Les ensembles bactériens dans des vaisseaux sanguins semblent faciliter l'étape progressive de la méningite

L'équipe d'Inserm aboutie par Guillaume Duménil chez l'Institut Pasteur, en collaboration avec plusieurs équipes des physiciens, s'est démêlée une étape clé dans l'infection par Neisseria meningitidis, un virus humain responsable de la méningite dans les mineurs et des jeunes adultes. Les ensembles bactériens dans des vaisseaux sanguins semblent faciliter l'étape progressive de la maladie. Même si la demande de règlement est administrée rapidement, le taux de mortalité dû aux infections méningococciques demeure très élevé.

La méningite méningococcique humaine (page en français) est caractérisée par une accumulation bactérienne dans des vaisseaux sanguins, qui se remplissent complet de bactéries. Mais les mécanismes qui régissent la formation de ces ensembles et le choc du procédé sont encore inconnus. Un consortium de scientifiques, intrigué par cette formation des ensembles intravasculaires, présentée pour comprendre ce stade de l'infection, particulièrement sa base matérielle fondamentale.
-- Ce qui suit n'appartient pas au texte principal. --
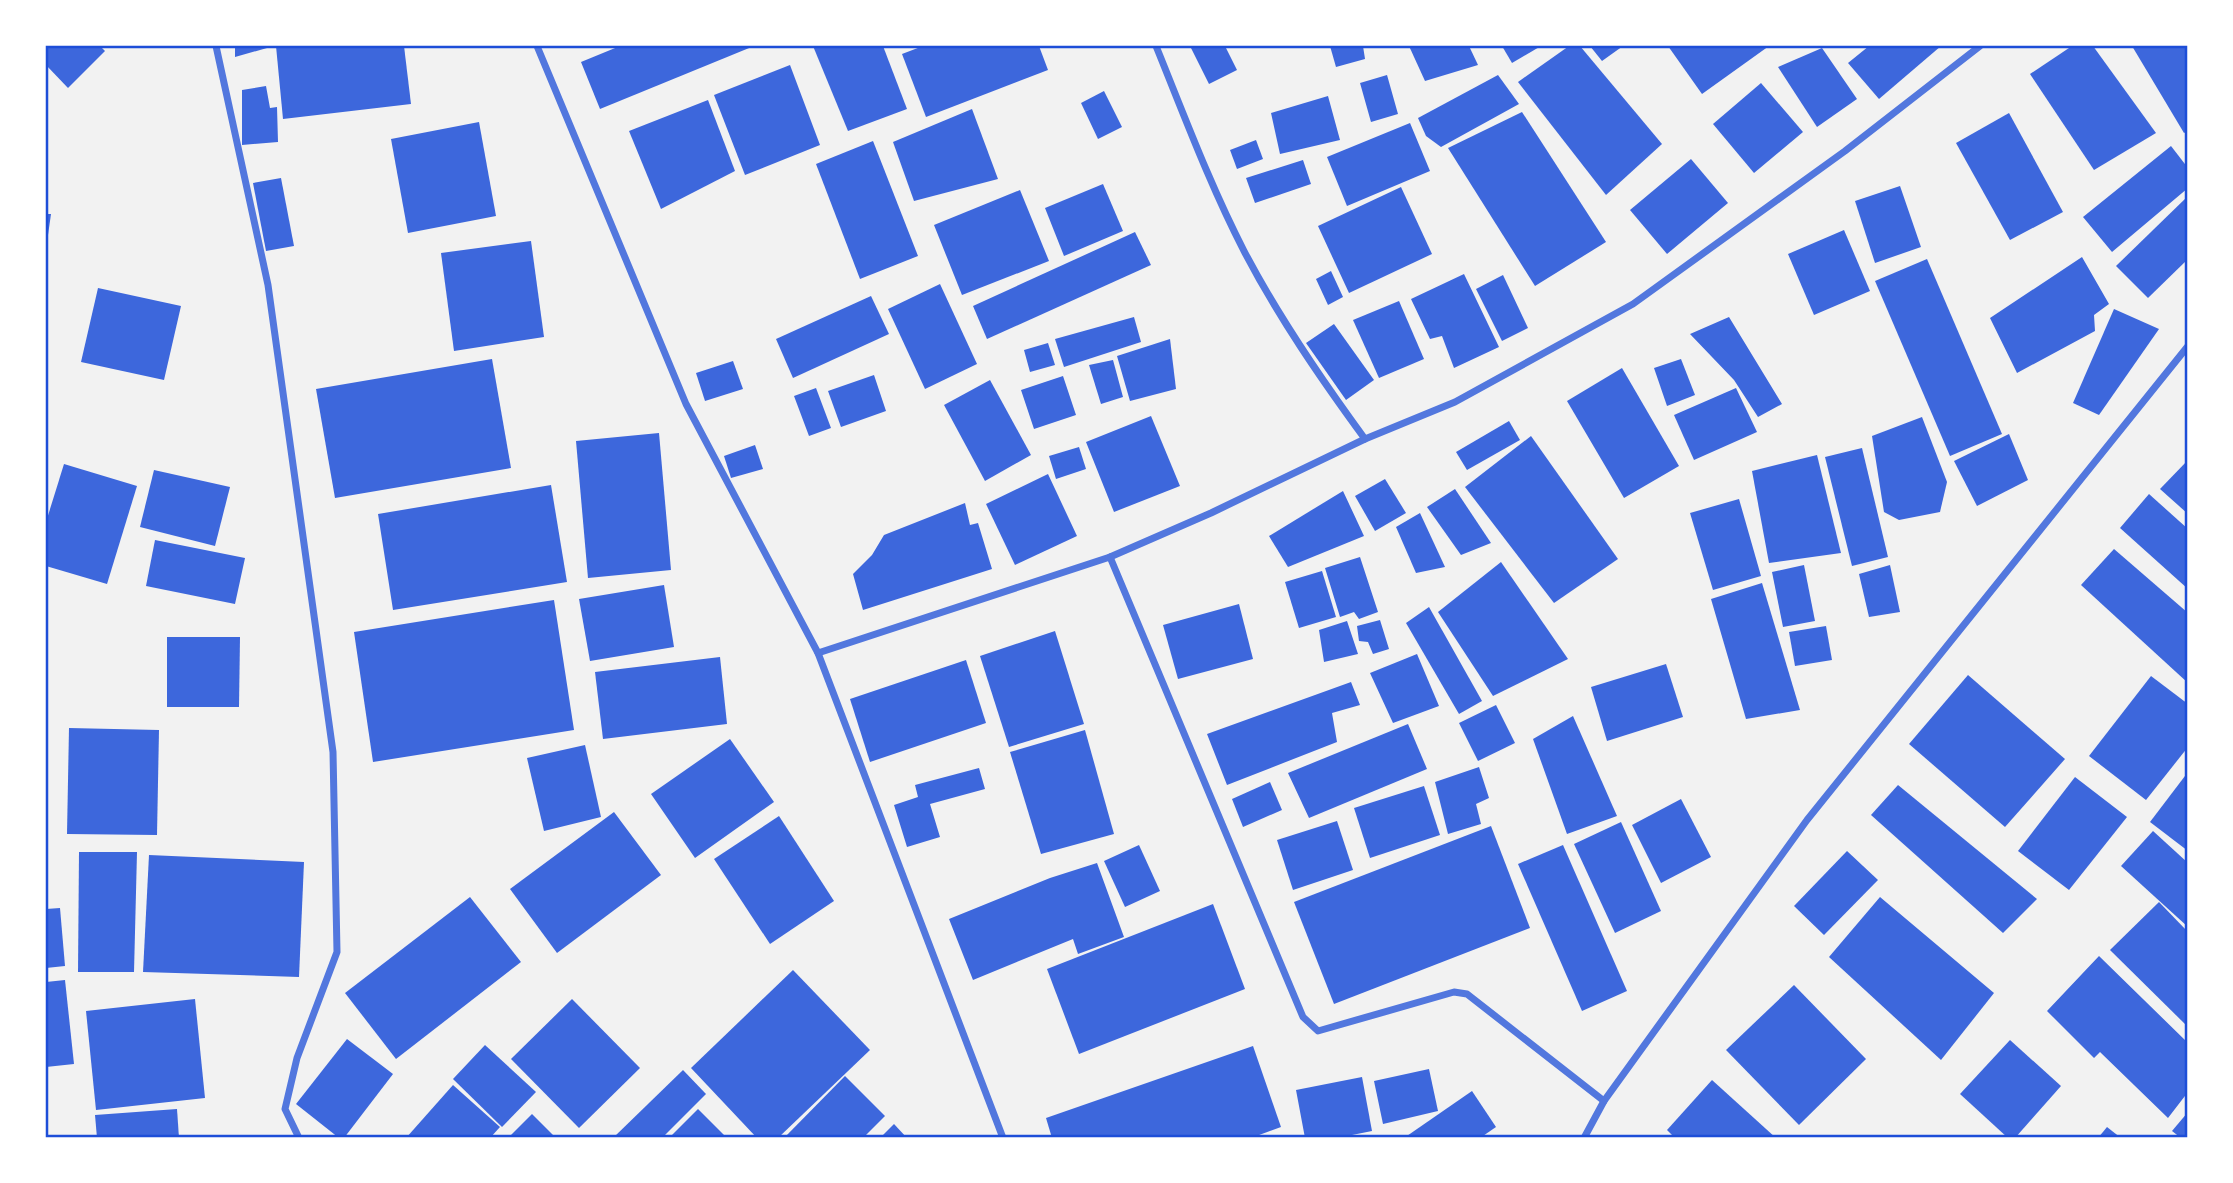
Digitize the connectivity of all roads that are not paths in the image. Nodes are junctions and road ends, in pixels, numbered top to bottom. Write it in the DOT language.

Leurs découvertes ont indiqué que « les ensembles bactériens constitués par Neisseria meningitidis se comportent inopinément comme un liquide épais, avec une régularité assimilée à celle du miel, » explique Guillaume Duménil, chef de la pathogénie de l'élément vasculaire d'infections. « Les bactéries se multiplient rapidement dans des vaisseaux sanguins, formant les ensembles qui s'adaptent graduellement à la géométrie complexe du réseau vasculaire, comme un liquide circulant. » La recherche des scientifiques prouve que la formation de ces ensembles et leurs propriétés visqueuses sont indispensables pour l'étape progressive de l'infection. Un mutant bactérien qui forme le solide plutôt que les ensembles liquides est à un désavantage considérable dans des vaisseaux sanguins de colonisation.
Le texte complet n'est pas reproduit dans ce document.